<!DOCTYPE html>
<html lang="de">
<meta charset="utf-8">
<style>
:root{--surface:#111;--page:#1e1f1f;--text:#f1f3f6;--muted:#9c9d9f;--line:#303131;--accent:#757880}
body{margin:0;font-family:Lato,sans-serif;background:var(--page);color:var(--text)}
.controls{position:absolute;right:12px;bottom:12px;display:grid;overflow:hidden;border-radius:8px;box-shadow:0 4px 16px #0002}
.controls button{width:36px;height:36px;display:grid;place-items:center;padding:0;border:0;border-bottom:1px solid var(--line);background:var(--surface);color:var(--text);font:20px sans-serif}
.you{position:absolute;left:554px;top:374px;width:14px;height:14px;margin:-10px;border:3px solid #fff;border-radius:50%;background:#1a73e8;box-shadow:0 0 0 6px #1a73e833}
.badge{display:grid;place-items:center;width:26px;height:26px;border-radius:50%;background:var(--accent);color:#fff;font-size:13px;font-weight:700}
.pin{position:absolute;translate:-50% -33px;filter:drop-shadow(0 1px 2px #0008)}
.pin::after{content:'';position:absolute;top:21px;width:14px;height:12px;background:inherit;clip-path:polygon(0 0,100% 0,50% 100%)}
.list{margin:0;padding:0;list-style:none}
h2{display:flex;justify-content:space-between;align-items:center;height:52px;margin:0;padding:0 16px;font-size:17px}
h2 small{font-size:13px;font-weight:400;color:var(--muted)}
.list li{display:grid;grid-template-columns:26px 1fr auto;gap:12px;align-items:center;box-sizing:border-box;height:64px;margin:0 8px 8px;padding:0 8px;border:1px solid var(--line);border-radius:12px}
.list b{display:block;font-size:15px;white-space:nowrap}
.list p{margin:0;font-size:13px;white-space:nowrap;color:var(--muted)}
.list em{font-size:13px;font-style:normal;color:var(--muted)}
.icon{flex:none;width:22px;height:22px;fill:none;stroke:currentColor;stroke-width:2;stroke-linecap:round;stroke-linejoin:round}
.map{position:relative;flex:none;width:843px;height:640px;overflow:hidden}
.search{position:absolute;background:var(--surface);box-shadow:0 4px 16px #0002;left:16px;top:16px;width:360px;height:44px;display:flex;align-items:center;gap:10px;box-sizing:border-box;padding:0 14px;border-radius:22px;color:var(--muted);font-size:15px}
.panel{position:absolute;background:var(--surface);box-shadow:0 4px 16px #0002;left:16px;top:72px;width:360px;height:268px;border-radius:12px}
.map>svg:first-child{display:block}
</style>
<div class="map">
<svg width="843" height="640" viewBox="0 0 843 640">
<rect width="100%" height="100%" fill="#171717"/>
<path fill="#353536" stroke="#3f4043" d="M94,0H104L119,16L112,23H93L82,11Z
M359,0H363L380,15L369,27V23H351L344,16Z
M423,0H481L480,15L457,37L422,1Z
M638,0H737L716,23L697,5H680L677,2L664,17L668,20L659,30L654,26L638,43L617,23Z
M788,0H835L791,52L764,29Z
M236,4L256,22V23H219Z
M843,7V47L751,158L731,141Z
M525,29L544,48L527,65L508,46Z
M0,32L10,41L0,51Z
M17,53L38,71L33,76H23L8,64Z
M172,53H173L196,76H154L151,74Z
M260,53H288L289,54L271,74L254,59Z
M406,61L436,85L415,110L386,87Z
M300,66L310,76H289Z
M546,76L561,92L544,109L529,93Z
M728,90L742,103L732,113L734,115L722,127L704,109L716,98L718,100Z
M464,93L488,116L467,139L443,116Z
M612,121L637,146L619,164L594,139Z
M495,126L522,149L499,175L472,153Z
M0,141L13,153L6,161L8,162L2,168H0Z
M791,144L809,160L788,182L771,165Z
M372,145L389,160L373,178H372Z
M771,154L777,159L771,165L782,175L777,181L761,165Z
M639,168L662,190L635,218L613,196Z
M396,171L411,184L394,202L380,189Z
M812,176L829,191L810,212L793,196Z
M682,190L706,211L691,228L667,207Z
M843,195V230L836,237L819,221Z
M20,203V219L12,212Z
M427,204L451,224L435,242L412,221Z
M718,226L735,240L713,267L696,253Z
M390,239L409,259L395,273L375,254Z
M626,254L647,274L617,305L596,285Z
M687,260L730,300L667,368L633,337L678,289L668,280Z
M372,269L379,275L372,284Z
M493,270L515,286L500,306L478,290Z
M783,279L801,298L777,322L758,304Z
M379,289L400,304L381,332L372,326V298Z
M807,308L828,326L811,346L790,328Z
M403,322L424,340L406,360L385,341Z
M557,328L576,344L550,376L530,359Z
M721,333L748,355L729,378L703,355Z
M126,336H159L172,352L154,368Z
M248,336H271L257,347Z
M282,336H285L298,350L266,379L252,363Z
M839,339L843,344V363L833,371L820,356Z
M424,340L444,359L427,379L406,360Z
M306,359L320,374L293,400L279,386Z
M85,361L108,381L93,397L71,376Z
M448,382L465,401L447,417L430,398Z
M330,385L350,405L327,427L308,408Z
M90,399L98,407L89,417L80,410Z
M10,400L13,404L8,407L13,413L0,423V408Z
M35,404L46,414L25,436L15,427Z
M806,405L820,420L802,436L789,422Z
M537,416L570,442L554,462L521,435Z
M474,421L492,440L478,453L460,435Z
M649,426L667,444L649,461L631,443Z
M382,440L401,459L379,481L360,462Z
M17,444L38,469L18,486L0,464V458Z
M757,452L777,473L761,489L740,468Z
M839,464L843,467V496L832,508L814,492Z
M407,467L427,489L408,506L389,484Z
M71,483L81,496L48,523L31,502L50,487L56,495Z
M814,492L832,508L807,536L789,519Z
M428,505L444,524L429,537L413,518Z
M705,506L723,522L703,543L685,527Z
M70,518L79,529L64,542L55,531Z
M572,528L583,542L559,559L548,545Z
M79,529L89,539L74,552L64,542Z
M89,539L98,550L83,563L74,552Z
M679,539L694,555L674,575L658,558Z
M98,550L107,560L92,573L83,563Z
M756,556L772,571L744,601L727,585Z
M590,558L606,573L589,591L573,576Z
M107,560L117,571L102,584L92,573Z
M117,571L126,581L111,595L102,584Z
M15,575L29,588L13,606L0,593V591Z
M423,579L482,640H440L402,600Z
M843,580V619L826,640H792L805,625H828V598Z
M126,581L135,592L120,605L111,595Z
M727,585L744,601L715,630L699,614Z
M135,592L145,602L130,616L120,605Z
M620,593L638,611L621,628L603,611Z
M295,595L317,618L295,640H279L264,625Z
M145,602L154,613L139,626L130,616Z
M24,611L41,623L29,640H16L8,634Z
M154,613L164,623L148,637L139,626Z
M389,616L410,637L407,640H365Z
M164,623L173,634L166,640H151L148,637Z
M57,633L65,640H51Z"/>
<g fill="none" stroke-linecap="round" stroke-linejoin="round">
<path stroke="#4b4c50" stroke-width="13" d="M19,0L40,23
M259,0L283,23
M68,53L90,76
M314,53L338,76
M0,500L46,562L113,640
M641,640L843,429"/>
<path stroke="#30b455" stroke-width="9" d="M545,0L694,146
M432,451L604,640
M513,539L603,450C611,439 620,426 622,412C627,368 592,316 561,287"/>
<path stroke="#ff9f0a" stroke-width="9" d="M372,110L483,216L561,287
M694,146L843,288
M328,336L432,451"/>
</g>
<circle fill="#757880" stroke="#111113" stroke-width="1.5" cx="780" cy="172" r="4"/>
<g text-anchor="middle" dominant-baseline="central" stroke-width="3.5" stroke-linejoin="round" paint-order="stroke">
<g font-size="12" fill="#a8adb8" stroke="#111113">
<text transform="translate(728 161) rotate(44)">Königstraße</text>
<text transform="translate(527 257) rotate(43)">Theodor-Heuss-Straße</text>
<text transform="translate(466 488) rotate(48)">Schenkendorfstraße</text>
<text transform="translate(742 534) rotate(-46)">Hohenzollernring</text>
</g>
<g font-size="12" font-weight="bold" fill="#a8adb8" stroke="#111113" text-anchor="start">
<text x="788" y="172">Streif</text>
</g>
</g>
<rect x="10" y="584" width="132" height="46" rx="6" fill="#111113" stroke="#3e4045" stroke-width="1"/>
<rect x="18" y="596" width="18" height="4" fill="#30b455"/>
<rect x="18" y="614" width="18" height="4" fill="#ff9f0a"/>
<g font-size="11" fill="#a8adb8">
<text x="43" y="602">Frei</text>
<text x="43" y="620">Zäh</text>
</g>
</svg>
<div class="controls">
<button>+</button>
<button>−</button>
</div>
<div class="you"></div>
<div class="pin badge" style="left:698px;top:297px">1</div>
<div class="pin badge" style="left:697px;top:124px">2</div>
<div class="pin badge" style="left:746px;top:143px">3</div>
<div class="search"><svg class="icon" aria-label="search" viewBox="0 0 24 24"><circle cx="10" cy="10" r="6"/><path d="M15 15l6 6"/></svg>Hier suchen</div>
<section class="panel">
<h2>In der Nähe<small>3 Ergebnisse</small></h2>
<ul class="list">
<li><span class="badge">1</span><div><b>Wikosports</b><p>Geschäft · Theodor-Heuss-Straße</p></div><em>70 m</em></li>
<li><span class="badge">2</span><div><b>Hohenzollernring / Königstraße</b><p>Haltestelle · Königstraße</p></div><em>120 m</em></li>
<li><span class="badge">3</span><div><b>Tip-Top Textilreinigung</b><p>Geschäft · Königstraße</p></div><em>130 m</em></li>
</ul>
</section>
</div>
__________________________________________________
What is needed - Count up the lines containing "linejoin" in the listing above, then write that number and stop.

Worked solution - 3